Colombia’s Constitutional Court has held several hearings on whether Civil Registries and notaries should recognize “solemn unions” as marriages since a case was brought before them in 2013. The issue stems from a previous Court ruling allowing same-sex partners legal recognition through a judge or notary, but never specifying if the couples could be deemed as spouses. On Thursday, the Court will hold another hearing.
A 2011 Court ruling stated that same-sex couples constituted a family and shall obtain contracts with the same rights as marriage if Congress fails to pass a law within two years. As Congress did not pass any law by 2013, the Court’s ruling gave gay couples legal recognition on par with heterosexual marriages via “solemn unions”. After several civil court judges began using the ruling’s vague language to register couples as spouses, the Inspector General argued that all same-sex marriages must be annulled and brought the marriage issue before the Constitutional Court.

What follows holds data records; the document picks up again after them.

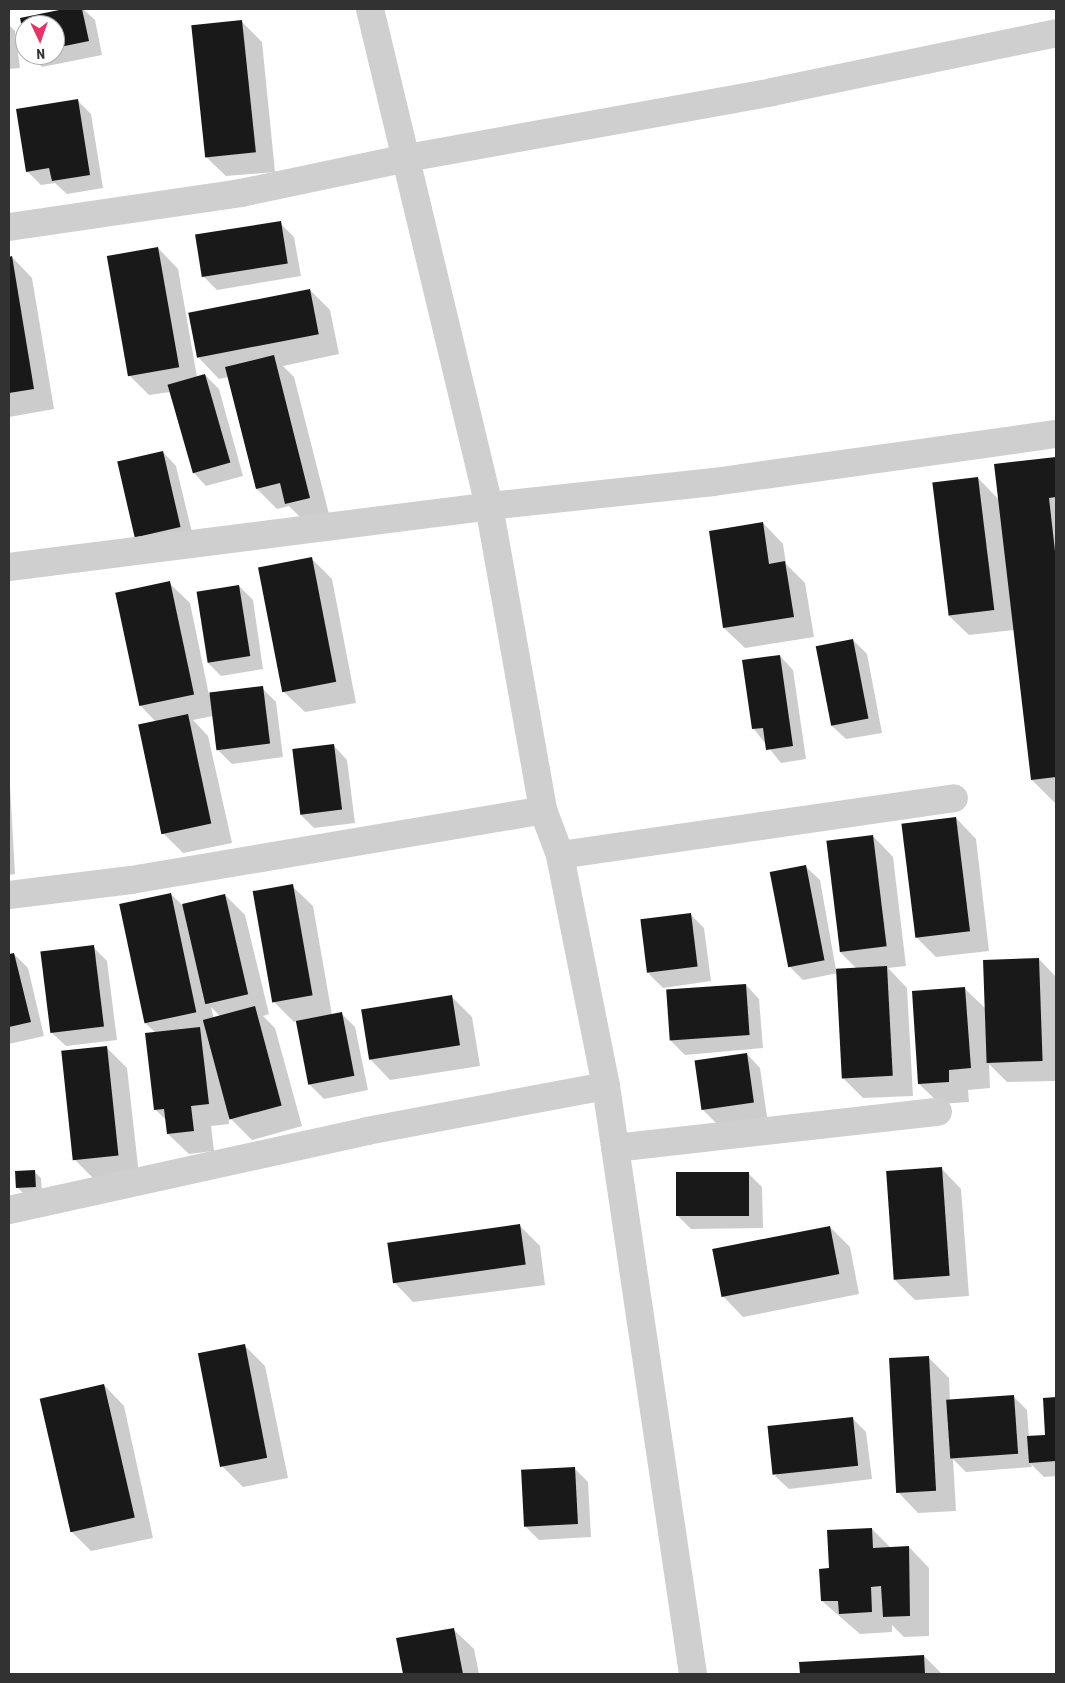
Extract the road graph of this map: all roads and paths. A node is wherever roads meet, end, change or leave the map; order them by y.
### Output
1 (370, 9) edge
2 (1056, 33) edge
3 (407, 158) junction
4 (9, 227) edge
5 (1056, 434) edge
6 (489, 506) junction
7 (9, 567) edge
8 (954, 798) dead end
9 (543, 810) junction
10 (560, 855) junction
11 (9, 895) edge
12 (606, 1086) junction
13 (938, 1112) dead end
14 (615, 1148) junction
15 (9, 1210) edge
16 (692, 1674) edge

1 - 3 street
2 - 3 street
3 - 4 street
3 - 6 street
5 - 6 street
6 - 7 street
6 - 9 street
8 - 10 street
9 - 10 street
9 - 11 street
10 - 12 street
12 - 14 street
12 - 15 street
13 - 14 street
14 - 16 street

The Court will once again convene next week and the media has speculated that the votes are there to guarantee gay couples the right to marry. The public will have to wait and see whether a verdict is revealed that day.

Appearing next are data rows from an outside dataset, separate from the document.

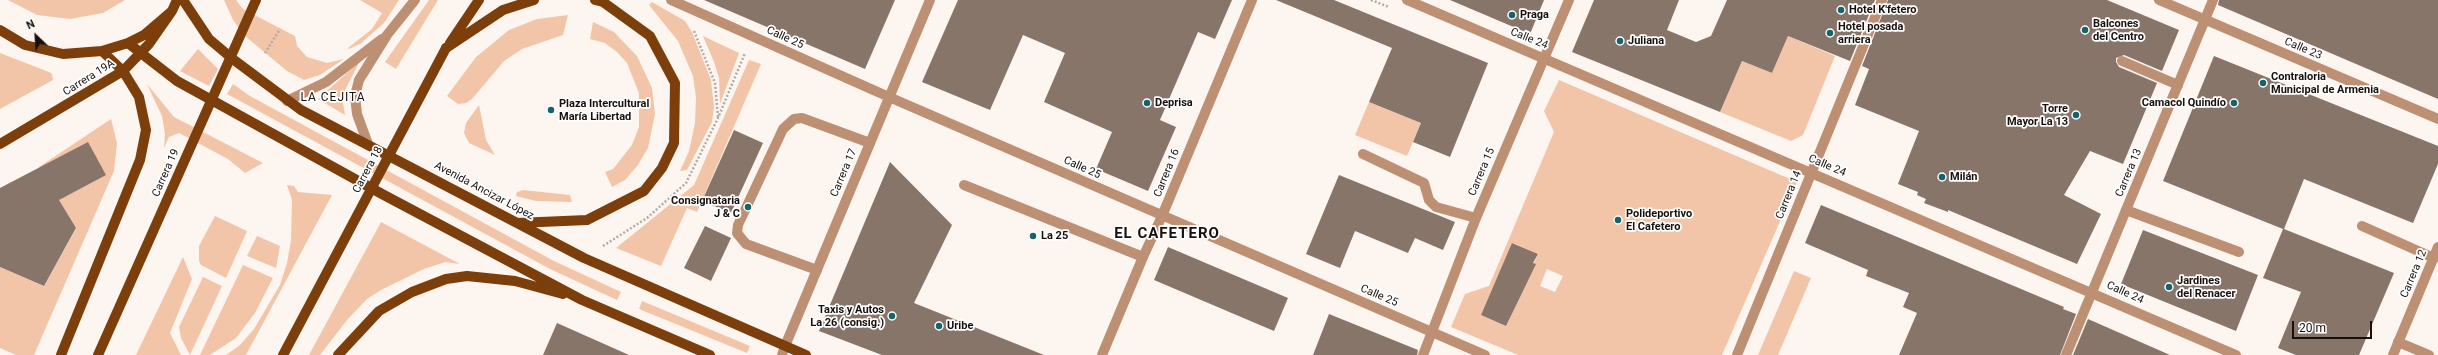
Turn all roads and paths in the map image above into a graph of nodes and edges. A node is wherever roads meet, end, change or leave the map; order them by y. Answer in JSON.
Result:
{"nodes":[{"id":1,"x":177,"y":0,"type":"edge"},
{"id":2,"x":184,"y":0,"type":"edge"},
{"id":3,"x":256,"y":0,"type":"edge"},
{"id":4,"x":415,"y":0,"type":"edge"},
{"id":5,"x":479,"y":0,"type":"edge"},
{"id":6,"x":534,"y":0,"type":"edge"},
{"id":7,"x":595,"y":0,"type":"edge"},
{"id":8,"x":671,"y":0,"type":"edge"},
{"id":9,"x":930,"y":0,"type":"edge"},
{"id":10,"x":1252,"y":0,"type":"edge"},
{"id":11,"x":1407,"y":0,"type":"edge"},
{"id":12,"x":1569,"y":0,"type":"edge"},
{"id":13,"x":1882,"y":0,"type":"edge"},
{"id":14,"x":2159,"y":0,"type":"edge"},
{"id":15,"x":2213,"y":0,"type":"edge"},
{"id":16,"x":683,"y":6,"type":"junction"},
{"id":17,"x":172,"y":11,"type":"junction"},
{"id":18,"x":2205,"y":20,"type":"junction"},
{"id":19,"x":280,"y":29,"type":"dead end"},
{"id":20,"x":0,"y":30,"type":"edge"},
{"id":21,"x":387,"y":35,"type":"junction"},
{"id":22,"x":128,"y":43,"type":"junction"},
{"id":23,"x":446,"y":48,"type":"junction"},
{"id":24,"x":102,"y":51,"type":"junction"},
{"id":25,"x":140,"y":53,"type":"junction"},
{"id":26,"x":265,"y":53,"type":"dead end"},
{"id":27,"x":1544,"y":58,"type":"junction"},
{"id":28,"x":2122,"y":61,"type":"dead end"},
{"id":29,"x":123,"y":71,"type":"junction"},
{"id":30,"x":2178,"y":85,"type":"junction"},
{"id":31,"x":889,"y":97,"type":"junction"},
{"id":32,"x":287,"y":101,"type":"junction"},
{"id":33,"x":718,"y":118,"type":"dead end"},
{"id":34,"x":2438,"y":119,"type":"edge"},
{"id":35,"x":870,"y":143,"type":"junction"},
{"id":36,"x":0,"y":144,"type":"edge"},
{"id":37,"x":368,"y":144,"type":"junction"},
{"id":38,"x":1363,"y":154,"type":"dead end"},
{"id":39,"x":1811,"y":172,"type":"junction"},
{"id":40,"x":964,"y":185,"type":"dead end"},
{"id":41,"x":2126,"y":210,"type":"junction"},
{"id":42,"x":1162,"y":216,"type":"junction"},
{"id":43,"x":1476,"y":218,"type":"junction"},
{"id":44,"x":516,"y":223,"type":"junction"},
{"id":45,"x":2362,"y":226,"type":"dead end"},
{"id":46,"x":2239,"y":252,"type":"dead end"},
{"id":47,"x":2437,"y":252,"type":"edge"},
{"id":48,"x":1143,"y":257,"type":"junction"},
{"id":49,"x":817,"y":270,"type":"junction"},
{"id":50,"x":2092,"y":292,"type":"junction"},
{"id":51,"x":582,"y":300,"type":"junction"},
{"id":52,"x":1432,"y":332,"type":"junction"},
{"id":53,"x":2398,"y":342,"type":"junction"},
{"id":54,"x":783,"y":351,"type":"edge"},
{"id":55,"x":61,"y":355,"type":"edge"},
{"id":56,"x":98,"y":355,"type":"edge"},
{"id":57,"x":283,"y":355,"type":"edge"},
{"id":58,"x":338,"y":355,"type":"edge"},
{"id":59,"x":710,"y":355,"type":"edge"},
{"id":60,"x":806,"y":355,"type":"edge"},
{"id":61,"x":1102,"y":355,"type":"edge"},
{"id":62,"x":1423,"y":355,"type":"edge"},
{"id":63,"x":1484,"y":355,"type":"edge"},
{"id":64,"x":1737,"y":355,"type":"edge"},
{"id":65,"x":2066,"y":355,"type":"edge"},
{"id":66,"x":2236,"y":355,"type":"edge"},
{"id":67,"x":2393,"y":355,"type":"edge"},
{"id":68,"x":2429,"y":355,"type":"edge"}],
"edges":[{"from":1,"to":17,"type":"main road"},
{"from":2,"to":32,"type":"main road","name":"Avenida Ancizar López"},
{"from":3,"to":56,"type":"main road","name":"Carrera 19","bridge":true},
{"from":4,"to":21,"type":"street","name":"Carrera 18"},
{"from":5,"to":23,"type":"main road","name":"Carrera 18"},
{"from":6,"to":23,"type":"main road"},
{"from":7,"to":44,"type":"main road"},
{"from":8,"to":16,"type":"street","name":"Calle 25"},
{"from":9,"to":31,"type":"street","name":"Carrera 17"},
{"from":10,"to":42,"type":"street","name":"Carrera 16"},
{"from":11,"to":27,"type":"street","name":"Calle 24"},
{"from":12,"to":27,"type":"street","name":"Carrera 15"},
{"from":13,"to":39,"type":"street","name":"Carrera 14"},
{"from":14,"to":18,"type":"street","name":"Calle 23"},
{"from":15,"to":18,"type":"street","name":"Carrera 13"},
{"from":16,"to":31,"type":"street","name":"Calle 25"},
{"from":16,"to":33,"type":"path"},
{"from":17,"to":22,"type":"main road"},
{"from":17,"to":25,"type":"main road","name":"Carrera 19A"},
{"from":18,"to":30,"type":"street","name":"Carrera 13"},
{"from":18,"to":34,"type":"street","name":"Calle 23"},
{"from":19,"to":26,"type":"path"},
{"from":20,"to":24,"type":"main road"},
{"from":21,"to":32,"type":"street","name":"Carrera 18"},
{"from":21,"to":37,"type":"street","name":"Carrera 18"},
{"from":22,"to":24,"type":"main road"},
{"from":22,"to":25,"type":"main road"},
{"from":23,"to":57,"type":"main road","name":"Carrera 18","bridge":true},
{"from":24,"to":29,"type":"main road"},
{"from":25,"to":29,"type":"main road","name":"Carrera 19A"},
{"from":25,"to":51,"type":"main road"},
{"from":27,"to":39,"type":"street","name":"Calle 24"},
{"from":27,"to":43,"type":"street","name":"Carrera 15"},
{"from":28,"to":30,"type":"street"},
{"from":29,"to":36,"type":"main road","name":"Carrera 19A"},
{"from":29,"to":55,"type":"main road"},
{"from":30,"to":41,"type":"street","name":"Carrera 13"},
{"from":31,"to":35,"type":"street","name":"Carrera 17"},
{"from":31,"to":42,"type":"street","name":"Calle 25"},
{"from":32,"to":37,"type":"main road","name":"Avenida Ancizar López"},
{"from":35,"to":49,"type":"street","name":"Carrera 17"},
{"from":35,"to":49,"type":"street"},
{"from":37,"to":44,"type":"main road","name":"Avenida Ancizar López"},
{"from":38,"to":43,"type":"street"},
{"from":39,"to":50,"type":"street","name":"Calle 24"},
{"from":39,"to":64,"type":"street","name":"Carrera 14"},
{"from":40,"to":48,"type":"street"},
{"from":41,"to":46,"type":"street"},
{"from":41,"to":50,"type":"street","name":"Carrera 13"},
{"from":42,"to":48,"type":"street","name":"Carrera 16"},
{"from":42,"to":52,"type":"street","name":"Calle 25"},
{"from":43,"to":52,"type":"street","name":"Carrera 15"},
{"from":44,"to":54,"type":"main road","name":"Avenida Ancizar López"},
{"from":45,"to":47,"type":"street"},
{"from":47,"to":53,"type":"street","name":"Carrera 12"},
{"from":48,"to":61,"type":"street","name":"Carrera 16"},
{"from":49,"to":54,"type":"street","name":"Carrera 17"},
{"from":50,"to":65,"type":"street","name":"Carrera 13"},
{"from":50,"to":66,"type":"street","name":"Calle 24"},
{"from":51,"to":58,"type":"main road"},
{"from":51,"to":59,"type":"main road"},
{"from":52,"to":62,"type":"street","name":"Carrera 15"},
{"from":52,"to":63,"type":"street","name":"Calle 25"},
{"from":53,"to":67,"type":"street","name":"Carrera 12"},
{"from":53,"to":68,"type":"street"},
{"from":54,"to":60,"type":"main road","name":"Avenida Ancizar López"}]}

LGBT in the country have made great strides through the Court system in recent years, such as making Colombia one of the places to enjoy full adoption rights before the right to marry, and having one of the simplest forms of changing legal gender in the world.

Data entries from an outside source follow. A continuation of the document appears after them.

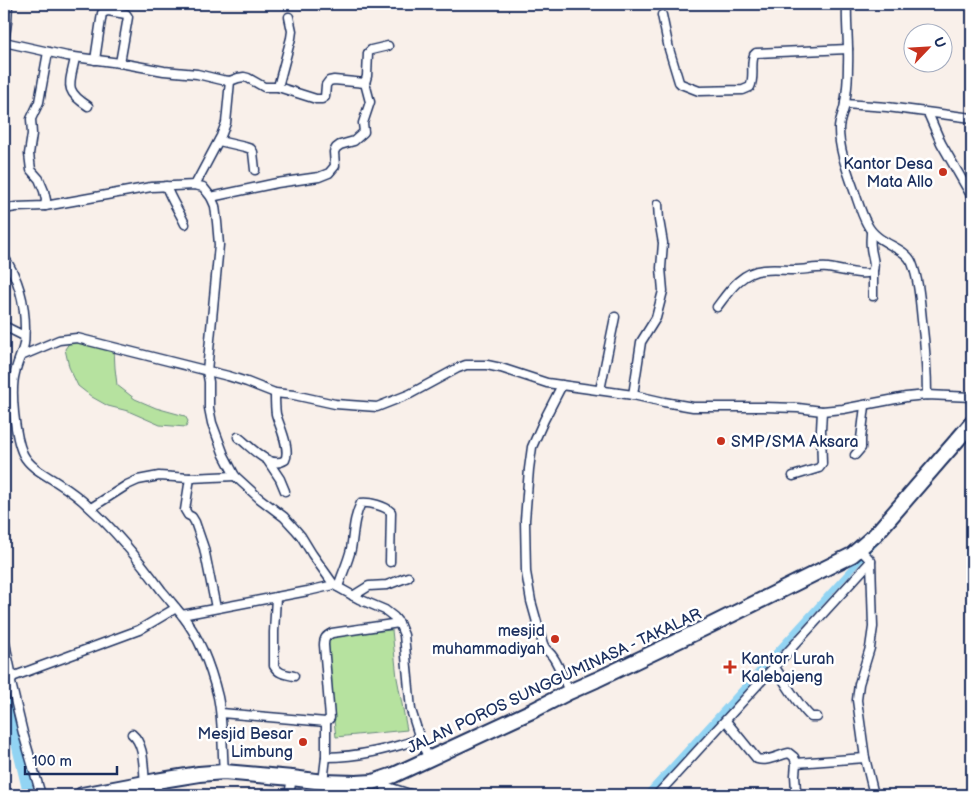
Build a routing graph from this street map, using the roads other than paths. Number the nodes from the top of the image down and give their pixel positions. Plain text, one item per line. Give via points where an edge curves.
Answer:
1 (8, 4) edge
2 (847, 4) edge
3 (662, 15) dead end
4 (289, 17) dead end
5 (4, 42) edge
6 (388, 46) dead end
7 (848, 49) junction
8 (48, 52) junction
9 (75, 58) junction
10 (95, 60) junction
11 (120, 63) junction
12 (230, 81) junction
13 (365, 83) junction
14 (278, 87) junction
15 (845, 104) junction
16 (88, 106) dead end
17 (928, 113) junction
18 (972, 118) edge
19 (219, 141) junction
20 (255, 170) dead end
21 (195, 185) junction
22 (166, 186) junction
23 (211, 197) junction
24 (972, 197) edge
25 (658, 204) dead end
26 (45, 206) junction
27 (4, 209) edge
28 (185, 224) dead end
29 (871, 232) junction
30 (4, 258) edge
31 (873, 269) junction
32 (873, 296) dead end
33 (717, 307) dead end
34 (615, 317) dead end
35 (4, 326) edge
36 (24, 336) junction
37 (20, 356) junction
38 (207, 370) junction
39 (562, 385) junction
40 (600, 390) junction
41 (275, 393) junction
42 (633, 395) junction
43 (927, 395) junction
44 (972, 396) edge
45 (865, 406) junction
46 (822, 411) junction
47 (972, 423) edge
48 (238, 437) dead end
49 (855, 455) dead end
50 (268, 461) junction
51 (235, 476) junction
52 (793, 476) dead end
53 (190, 478) junction
54 (285, 491) dead end
55 (91, 508) junction
56 (867, 556) junction
57 (390, 562) dead end
58 (408, 577) dead end
59 (336, 586) junction
60 (276, 596) junction
61 (353, 596) junction
62 (176, 608) junction
63 (216, 608) junction
64 (182, 615) junction
65 (399, 623) junction
66 (4, 638) edge
67 (774, 666) junction
68 (294, 676) dead end
69 (12, 678) junction
70 (569, 692) junction
71 (221, 713) junction
72 (817, 717) dead end
73 (726, 721) junction
74 (326, 722) junction
75 (132, 734) dead end
76 (420, 739) junction
77 (326, 757) junction
78 (865, 758) junction
79 (429, 759) junction
80 (796, 762) junction
81 (224, 772) junction
82 (292, 778) junction
83 (150, 782) junction
84 (323, 782) junction
85 (386, 787) edge
86 (41, 795) edge
87 (82, 795) edge
88 (158, 795) edge
89 (289, 795) edge
90 (413, 795) edge
91 (657, 795) edge
92 (787, 795) edge
93 (874, 795) edge

1 - 5 street
2 - 7 street
3 - 7 street via 679,82 699,91 750,87 752,61 756,53
4 - 14 street via 292,38
5 - 8 street
6 - 13 street via 368,53
7 - 15 street
8 - 9 street
8 - 26 street via 39,102 31,119 29,154 31,170 44,191
9 - 10 street
9 - 16 street via 71,90
10 - 11 street
10 - 11 street via 102,13 108,11 128,17
11 - 12 street
12 - 14 street via 244,77 264,86
12 - 19 street via 226,123
13 - 14 street via 329,81 325,96 320,99
13 - 23 street via 370,102 363,123 364,132 354,141 336,148 334,166 329,173
15 - 17 street
15 - 29 street via 839,126 842,154
17 - 18 street
17 - 24 street
19 - 20 street via 251,149
19 - 21 street
21 - 22 street
21 - 23 street
22 - 26 street
22 - 28 street
23 - 38 street via 219,245
25 - 42 street via 663,243 663,291 656,318 641,342
26 - 27 street
29 - 31 street
29 - 43 street via 911,259 920,301
30 - 36 street via 22,296
31 - 32 street
31 - 33 street via 865,274 828,268 756,271 736,283
34 - 40 street
35 - 36 street
36 - 37 street
37 - 38 street via 59,340 77,338
37 - 55 street via 13,388 19,443 25,458
38 - 41 street
38 - 51 street via 212,423
39 - 40 street
39 - 41 street via 475,364 458,368 410,394 377,407 335,404
39 - 70 street via 532,447 525,554 531,601 544,648 555,660
40 - 42 street
41 - 50 street via 287,457 281,463
42 - 46 street via 693,407
43 - 44 street
43 - 45 street
45 - 46 street
45 - 49 street via 861,448
46 - 52 street via 822,464 819,468
47 - 56 highway, JALAN POROS SUNGGUMINASA - TAKALAR via 881,528
48 - 50 street
50 - 54 street
51 - 53 street
51 - 59 street via 284,517
53 - 55 street via 159,476 138,480
53 - 63 street via 185,510 195,522 204,548
55 - 62 street via 136,556
56 - 67 street
56 - 70 highway, JALAN POROS SUNGGUMINASA - TAKALAR via 852,555
56 - 78 street via 873,627 857,700
57 - 59 street via 391,512 370,503 361,503 353,526 348,562
58 - 61 street via 387,585 369,586
59 - 60 street
59 - 61 street
60 - 63 street
60 - 68 street via 274,666 278,672
61 - 65 street via 385,610
62 - 64 street
62 - 69 street via 139,630
63 - 64 street
64 - 71 street via 206,658
65 - 74 street via 332,633 326,637 330,718
65 - 76 street via 404,635 411,710
66 - 69 street
67 - 72 street via 805,712
67 - 73 street
69 - 86 street via 23,733
70 - 79 highway, JALAN POROS SUNGGUMINASA - TAKALAR
71 - 74 street
71 - 81 street
73 - 80 street via 757,759 789,753
73 - 91 street
74 - 77 street
75 - 83 street via 141,747
76 - 77 street via 373,753
76 - 79 street
77 - 84 street
78 - 80 street
78 - 93 street
79 - 85 highway, JALAN POROS SUNGGUMINASA - TAKALAR
80 - 92 street via 796,791
81 - 82 highway, JALAN POROS SUNGGUMINASA - TAKALAR
81 - 83 highway, JALAN POROS SUNGGUMINASA - TAKALAR
82 - 84 highway, JALAN POROS SUNGGUMINASA - TAKALAR
82 - 89 street
83 - 87 highway, JALAN POROS SUNGGUMINASA - TAKALAR
83 - 88 street
84 - 85 highway, JALAN POROS SUNGGUMINASA - TAKALAR
85 - 90 street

Over the years, several gay marriage bills have not succeeded in Congress, though the Government has announced its support. The effort to stop gay Colombians from marrying is being spearheaded by the Inspector General who insists that any changes to Colombian marriage laws must come from the Legislature.
A conservative Court Justice agrees with the Inspector General and has written an opinion that same-sex couples may only marry if Congress changes the law. The Court’s plenary must now vote on whether to uphold his opinion or counteract it. If the Court rules for gay couples then Colombia will become the fifth South American nation with same-sex marriage.